Tuesday 9 February 2010

THE X-FACTOR RUN ITS COURSE?

From the Guardian entertainment:


There signs that The X Factor is also past its best? That like Big Brother, its moment may have passed and that it will be gone before too long?

What evidence is there for this: does the backlash that led to Rage Against The Machine beating The X Factor winner Joe McElderry to the Christmas number one prove anything? Probably not, as that was spearheaded by the anti-The X Factor brigade (always a sizeable group). But it was a moment that may one day mark a turning point, the beginning of the end.

Big Brother's decline and fall seems obvious in retrospect, that it stopped being a zeitgeist show that purported to tell us something about humanity and instead became a freak show for the fame-hungry, with the Jade Goody/Shilpa Shetty race row as the moment it became more socially acceptable to hate rather than love the show.

While X Factor 2009 garnered the biggest ratings, it also became cooler to loathe it.
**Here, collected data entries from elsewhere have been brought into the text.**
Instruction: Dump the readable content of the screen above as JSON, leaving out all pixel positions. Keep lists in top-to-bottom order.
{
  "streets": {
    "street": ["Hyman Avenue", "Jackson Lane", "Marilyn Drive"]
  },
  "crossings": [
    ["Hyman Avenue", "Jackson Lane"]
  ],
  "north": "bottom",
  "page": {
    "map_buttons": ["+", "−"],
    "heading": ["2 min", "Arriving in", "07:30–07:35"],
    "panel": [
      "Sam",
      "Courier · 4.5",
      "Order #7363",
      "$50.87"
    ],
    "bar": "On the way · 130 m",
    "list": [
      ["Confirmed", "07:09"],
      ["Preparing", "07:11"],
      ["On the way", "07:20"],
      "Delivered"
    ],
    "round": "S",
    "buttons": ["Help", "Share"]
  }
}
And the quality slumped. There was no Leona Lewis this time around, even though Joe McElderry undoubtedly has a West End career ahead of him. The entertainment value of Jedward could not mask that.

Tinkering with the format has grown the show's legend, but affected its quality. Auditions in front of 3,000 other auditionees made the show seem bigger but added nothing. Its only real success was Jamie "Afro" Archer's Sex On Fire, but mostly it just detracted from the uniqueness of the "live finals".
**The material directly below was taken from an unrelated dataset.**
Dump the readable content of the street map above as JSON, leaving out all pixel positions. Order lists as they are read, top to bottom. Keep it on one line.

There is now talk of the live final moving to Wembley Arena. It seems like a great idea, but it might prove overkill. Watching a TV show being made is a substantially different experience to a concert and maintaining the atmosphere among a large crowd during ad breaks and video reminders may be hard to maintain.

The dynamic of the judges has been adversely affected by the move from three to four, not least because an even number of judges means more deadlocks and the cop-out of judges dodging the very reason they are there and throwing the decision to the audience. Simon Cowell and Jedward, anyone?

And speaking of Cowell, can he maintain The X Factor on two continents and also appear in Britain's Got Talent? If he had to, which would he give up? At what point is the Cowell brand spread too thinly? At what point does the public decide it has had enough of him? The noughties belonged to Big Brother and X Factor, but does a new decade demand that we all move on?